Praia Grande Bay (Baía da Praia Grande or 大灣 (large bay)) or Nam Van (南灣 (south bay)), officially known as Ou Mun (澳門), is a bay in Macau. Located on the east side of the Macau Peninsula, it served as the chief promenade in Macau. It has been credited as probably the "most depicted view of 19th-century Macau", and its most characteristic landmark for many years. The bay was confined by the Fortress of St. Francis in the north-east and the Fortress of Bom Parto in the south-west. Only a few colonial buildings remain, and the landscape has been largely altered by land reclamation and high-rise buildings.

== History ==
In April 1869, Francisco Maria da Cunha released a plan to unify the development of Praia Grande and Praia do Bom Parto to create a promenade.

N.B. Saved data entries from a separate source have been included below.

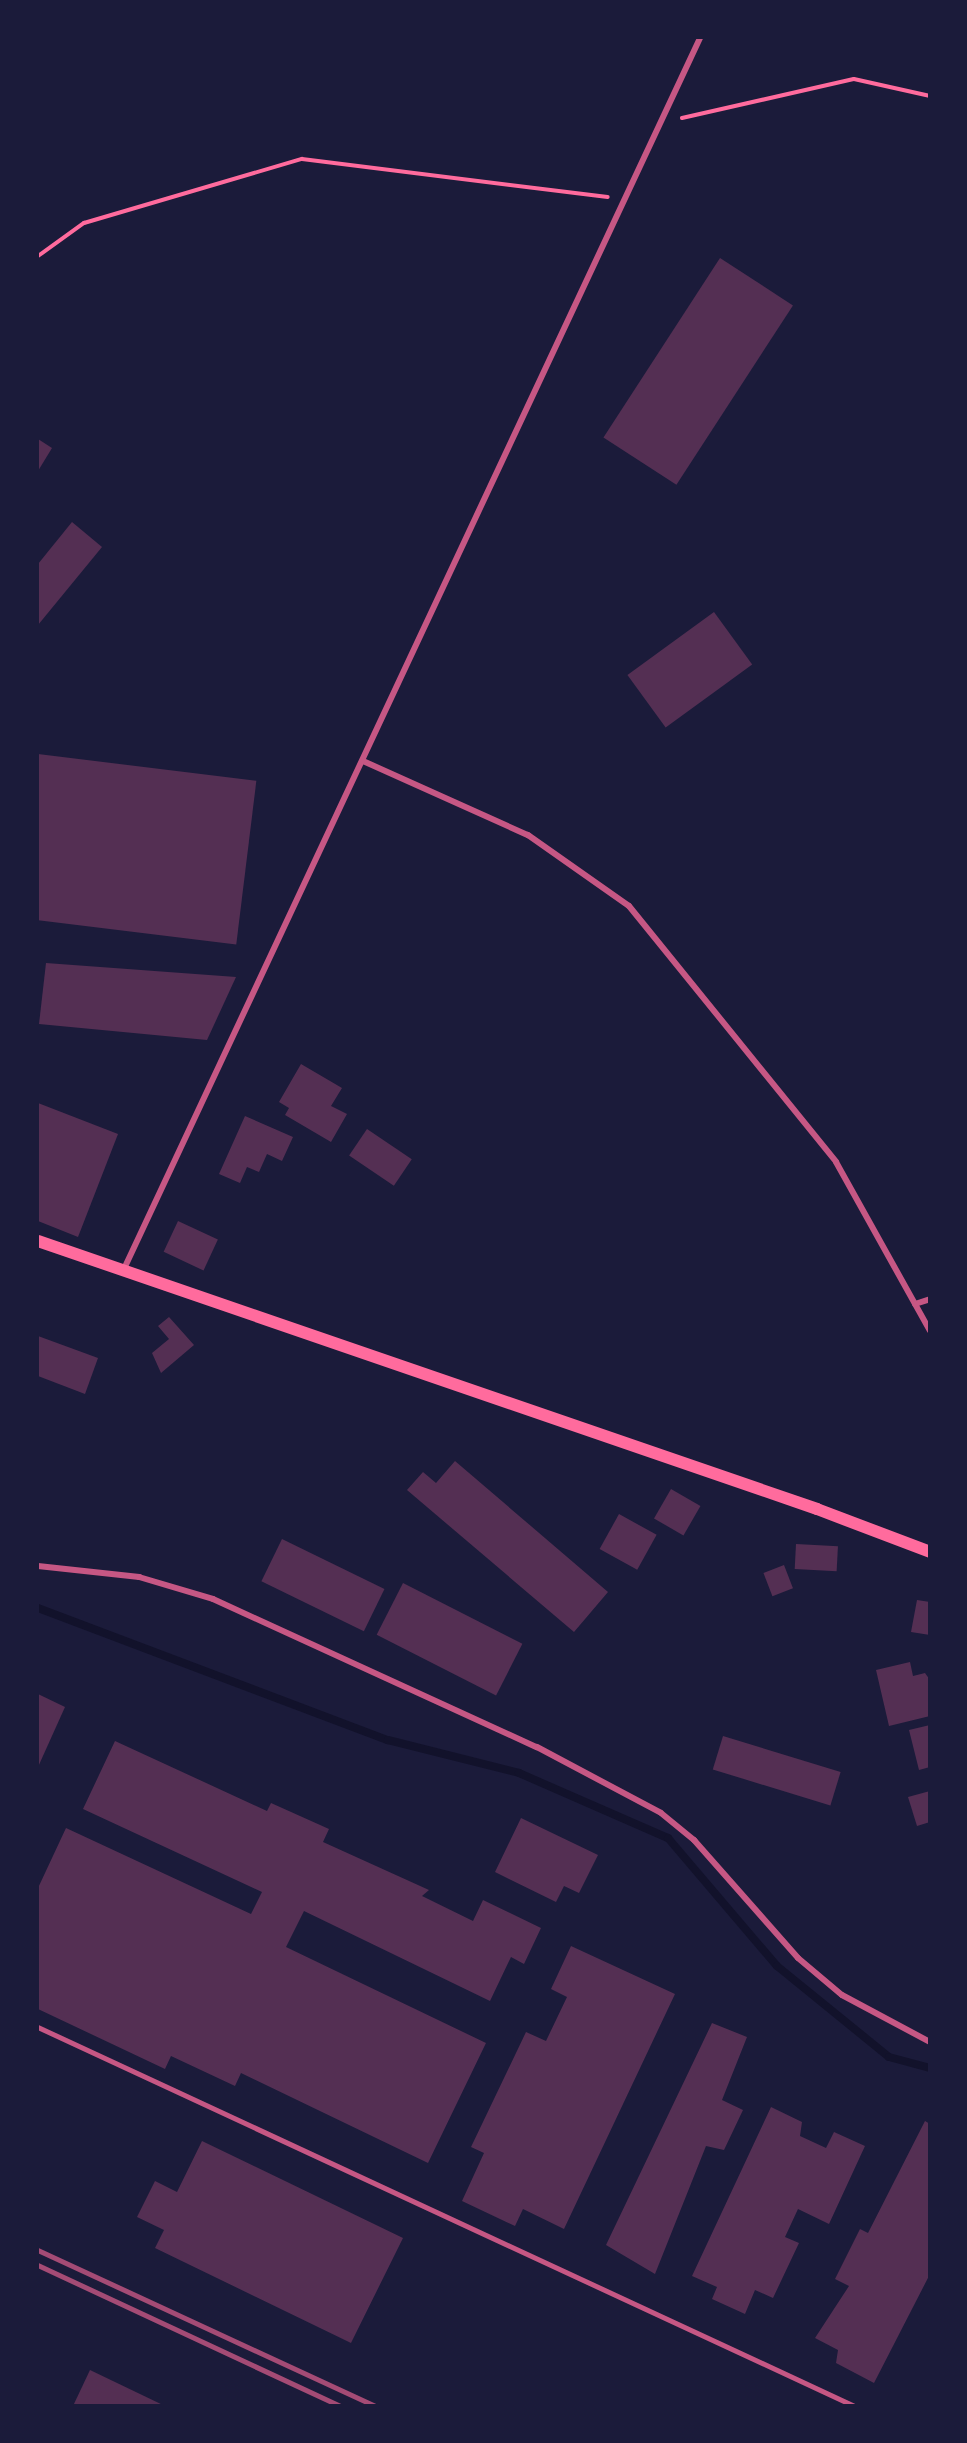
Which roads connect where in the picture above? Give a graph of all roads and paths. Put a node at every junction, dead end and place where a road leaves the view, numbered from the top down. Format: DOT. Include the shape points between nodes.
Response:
graph roads {
  1 [pos="700,38"];
  2 [pos="930,96"];
  3 [pos="661,123"];
  4 [pos="625,200"];
  5 [pos="38,256"];
  6 [pos="363,760"];
  7 [pos="38,1241"];
  8 [pos="123,1271"];
  9 [pos="930,1299"];
  10 [pos="915,1304"];
  11 [pos="930,1331"];
  12 [pos="930,1552"];
  13 [pos="38,1566"];
  14 [pos="38,2027"];
  15 [pos="930,2042"];
  16 [pos="855,2406"];
  1 -- 3 [label="street"];
  2 -- 3 [label="path" via="854,79"];
  3 -- 4 [label="street"];
  4 -- 5 [label="path" via="302,159 84,223"];
  4 -- 6 [label="street"];
  6 -- 8 [label="street"];
  6 -- 10 [label="street" via="528,835 629,906 836,1162"];
  7 -- 8 [label="main road"];
  8 -- 12 [label="main road" via="817,1509"];
  9 -- 10 [label="street"];
  10 -- 11 [label="street"];
  13 -- 15 [label="street" via="139,1577 213,1599 537,1747 661,1813 694,1840 798,1958 842,1995"];
  14 -- 16 [label="lane"];
}
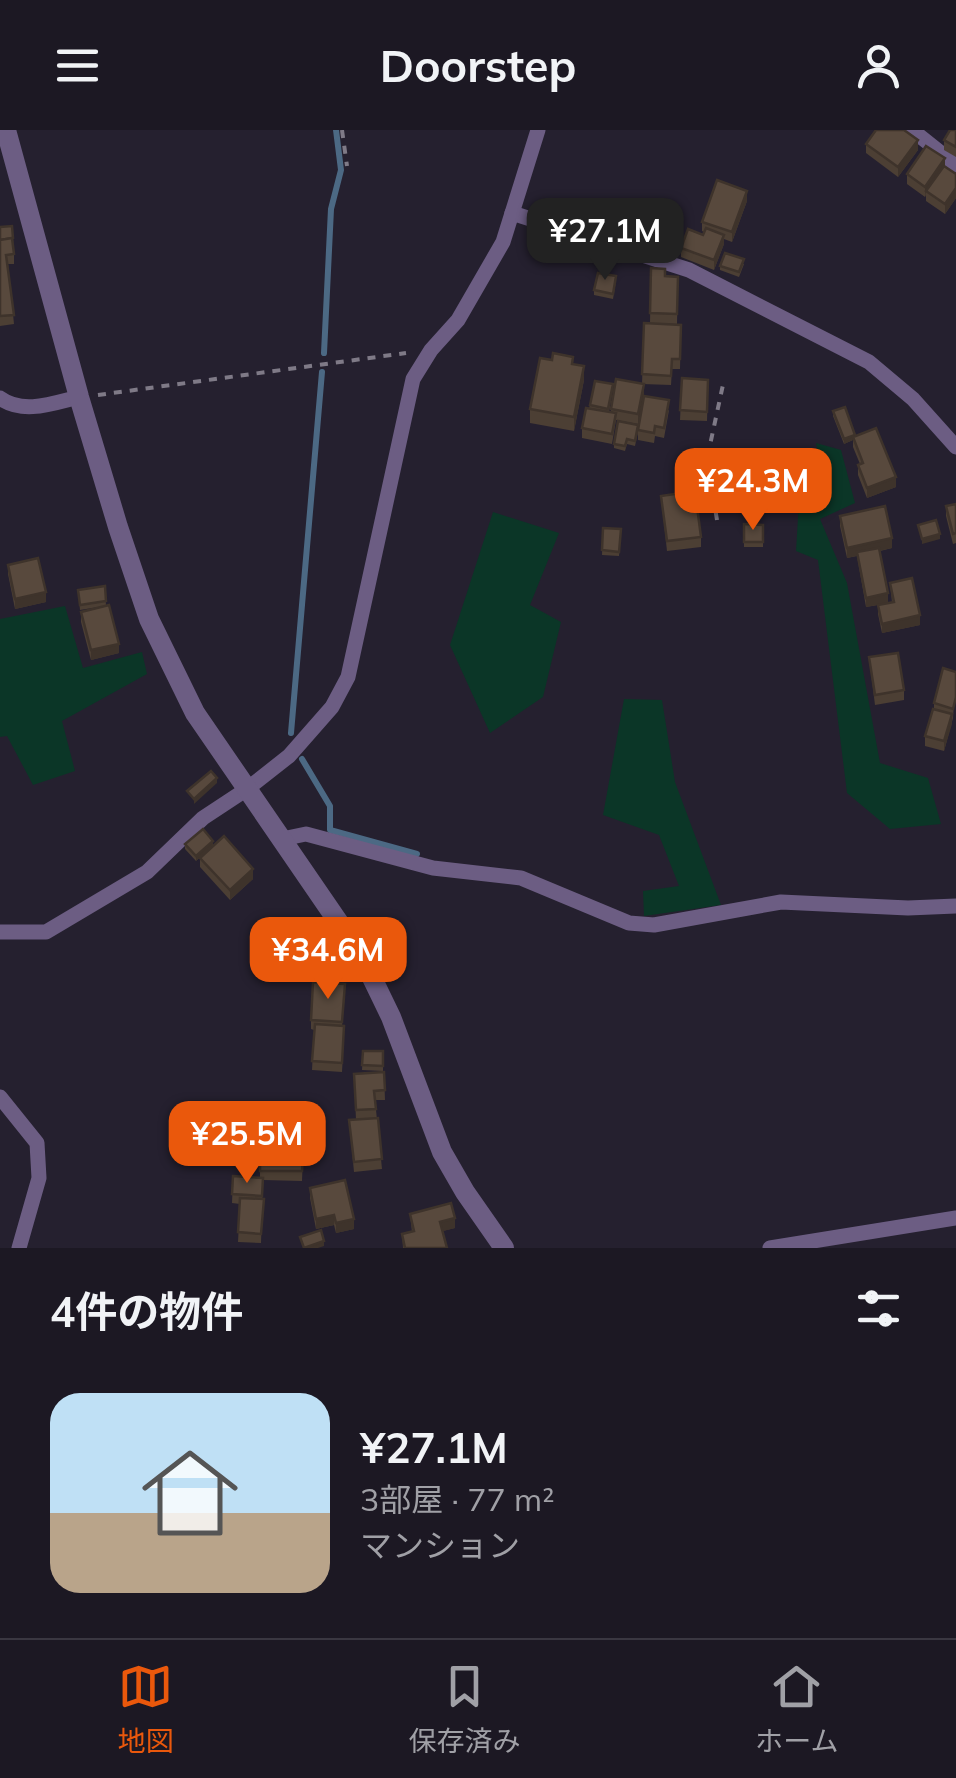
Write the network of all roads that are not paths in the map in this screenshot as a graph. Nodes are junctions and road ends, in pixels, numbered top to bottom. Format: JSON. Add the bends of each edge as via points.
{"nodes":[{"id":1,"x":6,"y":130,"type":"edge"},
{"id":2,"x":538,"y":130,"type":"edge"},
{"id":3,"x":912,"y":130,"type":"edge"},
{"id":4,"x":956,"y":165,"type":"edge"},
{"id":5,"x":512,"y":214,"type":"junction"},
{"id":6,"x":0,"y":398,"type":"edge"},
{"id":7,"x":79,"y":398,"type":"junction"},
{"id":8,"x":956,"y":446,"type":"edge"},
{"id":9,"x":247,"y":789,"type":"junction"},
{"id":10,"x":282,"y":839,"type":"junction"},
{"id":11,"x":956,"y":906,"type":"edge"},
{"id":12,"x":0,"y":932,"type":"edge"},
{"id":13,"x":0,"y":1098,"type":"edge"},
{"id":14,"x":956,"y":1218,"type":"edge"},
{"id":15,"x":19,"y":1248,"type":"edge"},
{"id":16,"x":504,"y":1248,"type":"edge"},
{"id":17,"x":770,"y":1248,"type":"edge"}],
"edges":[{"from":1,"to":7,"type":"street"},
{"from":2,"to":5,"type":"street"},
{"from":3,"to":4,"type":"street"},
{"from":5,"to":8,"type":"street","via":[[689,270],[869,362]]},
{"from":5,"to":9,"type":"street","via":[[458,320],[413,379],[348,677],[332,708],[289,756]]},
{"from":6,"to":7,"type":"street","via":[[38,408]]},
{"from":7,"to":9,"type":"street","via":[[149,619],[195,713]]},
{"from":9,"to":10,"type":"street"},
{"from":9,"to":12,"type":"street","via":[[203,818],[147,872],[46,932]]},
{"from":10,"to":11,"type":"street","via":[[306,834],[434,868],[521,878],[629,924],[781,902]]},
{"from":10,"to":16,"type":"street","via":[[362,955],[442,1152]]},
{"from":13,"to":15,"type":"street","via":[[37,1143],[39,1178]]},
{"from":14,"to":17,"type":"street"}]}
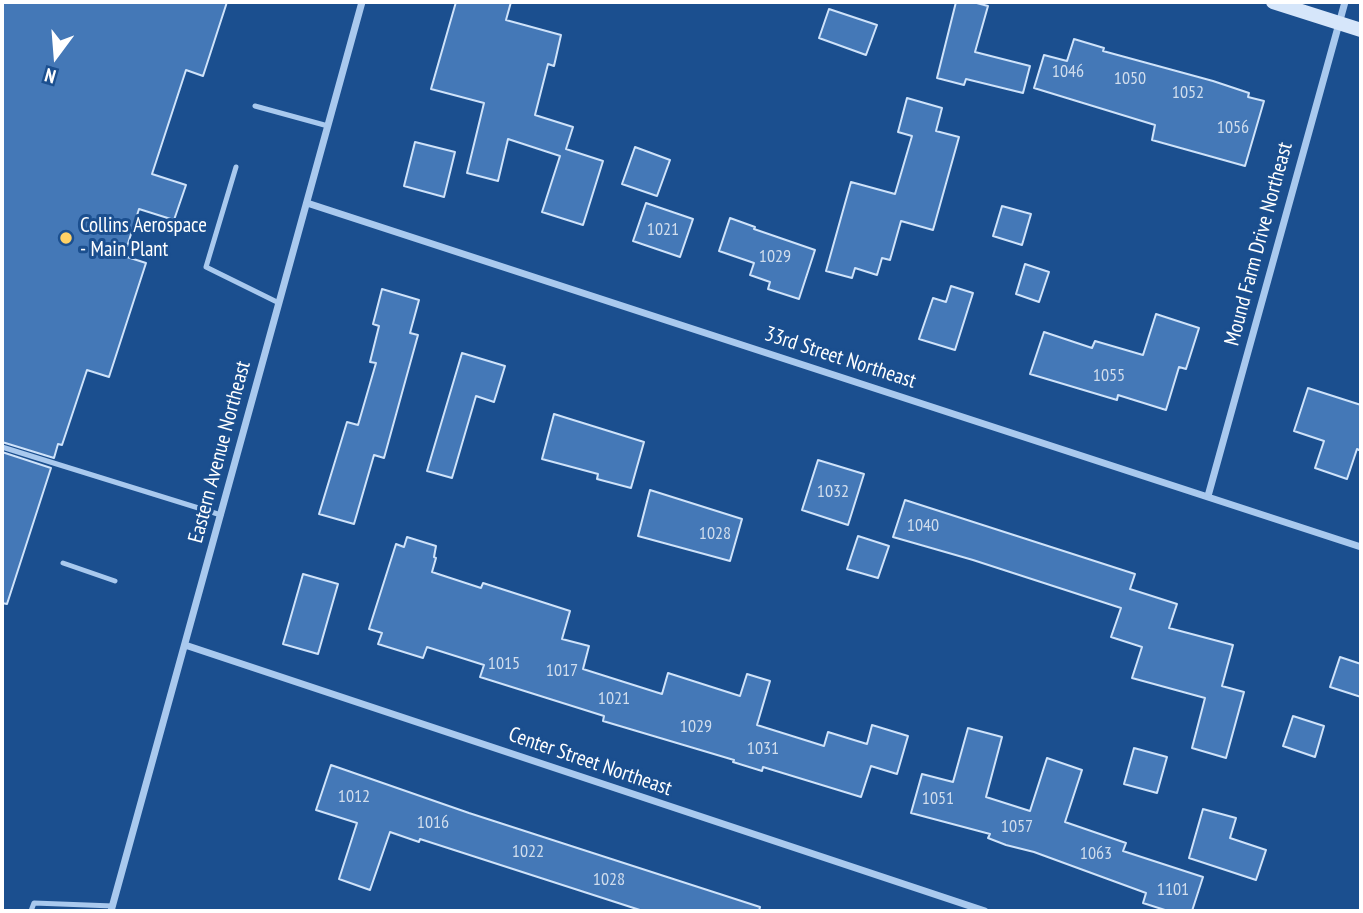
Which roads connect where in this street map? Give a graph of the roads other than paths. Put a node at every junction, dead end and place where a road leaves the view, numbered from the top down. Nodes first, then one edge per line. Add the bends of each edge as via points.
1 (362, 2) edge
2 (1273, 2) edge
3 (1345, 2) edge
4 (1339, 23) junction
5 (1361, 30) edge
6 (255, 106) dead end
7 (328, 125) junction
8 (236, 167) dead end
9 (307, 203) junction
10 (279, 303) junction
11 (2, 447) edge
12 (1208, 496) junction
13 (221, 515) junction
14 (1361, 547) edge
15 (63, 563) dead end
16 (116, 581) dead end
17 (185, 645) junction
18 (112, 909) edge
19 (31, 911) edge
20 (985, 911) edge

1 - 7 street, Eastern Avenue Northeast
2 - 4 main road
3 - 4 street, Mound Farm Drive Northeast
4 - 5 main road
4 - 12 street, Mound Farm Drive Northeast
6 - 7 lane
7 - 9 street, Eastern Avenue Northeast
8 - 10 lane via 206,267
9 - 10 street, Eastern Avenue Northeast
9 - 12 street, 33rd Street Northeast
10 - 13 street, Eastern Avenue Northeast
11 - 13 lane
12 - 14 street, 33rd Street Northeast
13 - 17 street, Eastern Avenue Northeast
15 - 16 lane
17 - 18 street, Eastern Avenue Northeast
17 - 20 street, Center Street Northeast
18 - 19 lane via 34,903

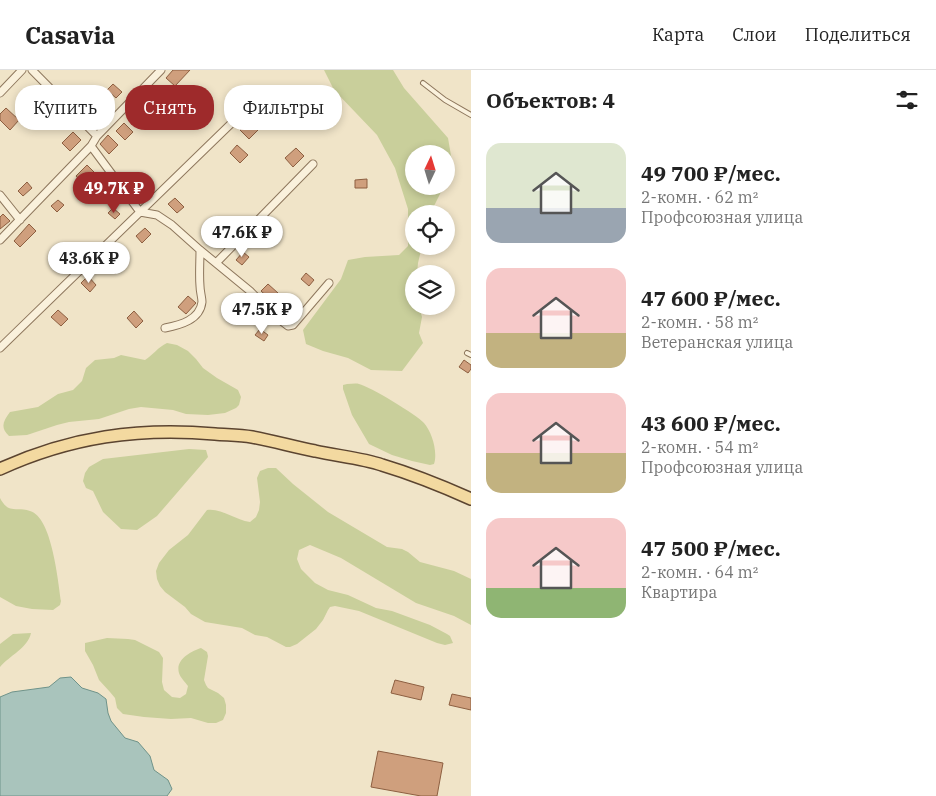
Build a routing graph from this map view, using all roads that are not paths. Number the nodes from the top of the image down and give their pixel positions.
1 (22, 70) edge
2 (32, 70) edge
3 (161, 70) edge
4 (423, 83) dead end
5 (0, 92) edge
6 (471, 115) edge
7 (224, 130) edge
8 (97, 136) junction
9 (91, 146) junction
10 (313, 164) dead end
11 (0, 195) edge
12 (140, 212) junction
13 (20, 220) junction
14 (0, 240) edge
15 (200, 250) junction
16 (216, 263) junction
17 (330, 283) dead end
18 (165, 328) dead end
19 (0, 348) edge
20 (0, 469) edge
21 (471, 498) edge

1 - 5 street
2 - 8 street
3 - 8 street
4 - 6 lane
7 - 12 street
8 - 9 street
9 - 12 street
9 - 13 street
10 - 16 street
11 - 13 street
12 - 15 street
12 - 19 street
13 - 14 street
15 - 16 street
15 - 18 street
16 - 17 street
20 - 21 main road

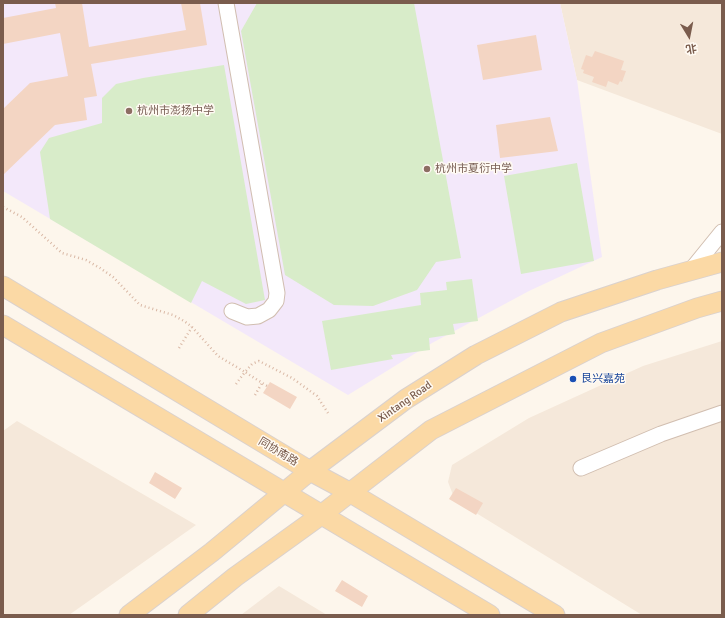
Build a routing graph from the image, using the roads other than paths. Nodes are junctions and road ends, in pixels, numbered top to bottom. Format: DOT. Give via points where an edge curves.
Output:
graph roads {
  1 [pos="226,3"];
  2 [pos="722,232"];
  3 [pos="722,262"];
  4 [pos="692,269"];
  5 [pos="3,286"];
  6 [pos="722,301"];
  7 [pos="232,311"];
  8 [pos="3,325"];
  9 [pos="722,413"];
  10 [pos="581,468"];
  11 [pos="310,471"];
  12 [pos="285,493"];
  13 [pos="351,493"];
  14 [pos="321,515"];
  15 [pos="129,615"];
  16 [pos="188,615"];
  17 [pos="490,615"];
  18 [pos="555,615"];
  1 -- 7 [label="street" via="277,293 276,301 269,310 258,316 247,317"];
  2 -- 4 [label="street"];
  3 -- 4 [label="main road, Xintang Road"];
  4 -- 11 [label="main road, Xintang Road" via="561,312 476,355 406,399"];
  5 -- 11 [label="main road, 同协南路"];
  6 -- 13 [label="main road" via="601,342 431,430"];
  8 -- 12 [label="main road"];
  9 -- 10 [label="street" via="661,434"];
  11 -- 12 [label="main road, Xintang Road"];
  11 -- 13 [label="main road, 同协南路"];
  12 -- 14 [label="main road"];
  12 -- 15 [label="main road, Xintang Road"];
  13 -- 14 [label="main road"];
  13 -- 18 [label="main road, 同协南路"];
  14 -- 16 [label="main road" via="235,577"];
  14 -- 17 [label="main road"];
}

In 1930s, the eastern part of Praia Grande underwent land reclamation which became the current location of Casino Lisboa. In 1940s, this area became one of the main residential areas for Macanese people. Up until 1950s, there was little urban development in the reclaimed lands. However, from 1960s to 1970s, many business offices started to move into this area, including numerous bank branches and leading commercial establishments. It was also the site of the governor's palace, the administrative offices and consulates.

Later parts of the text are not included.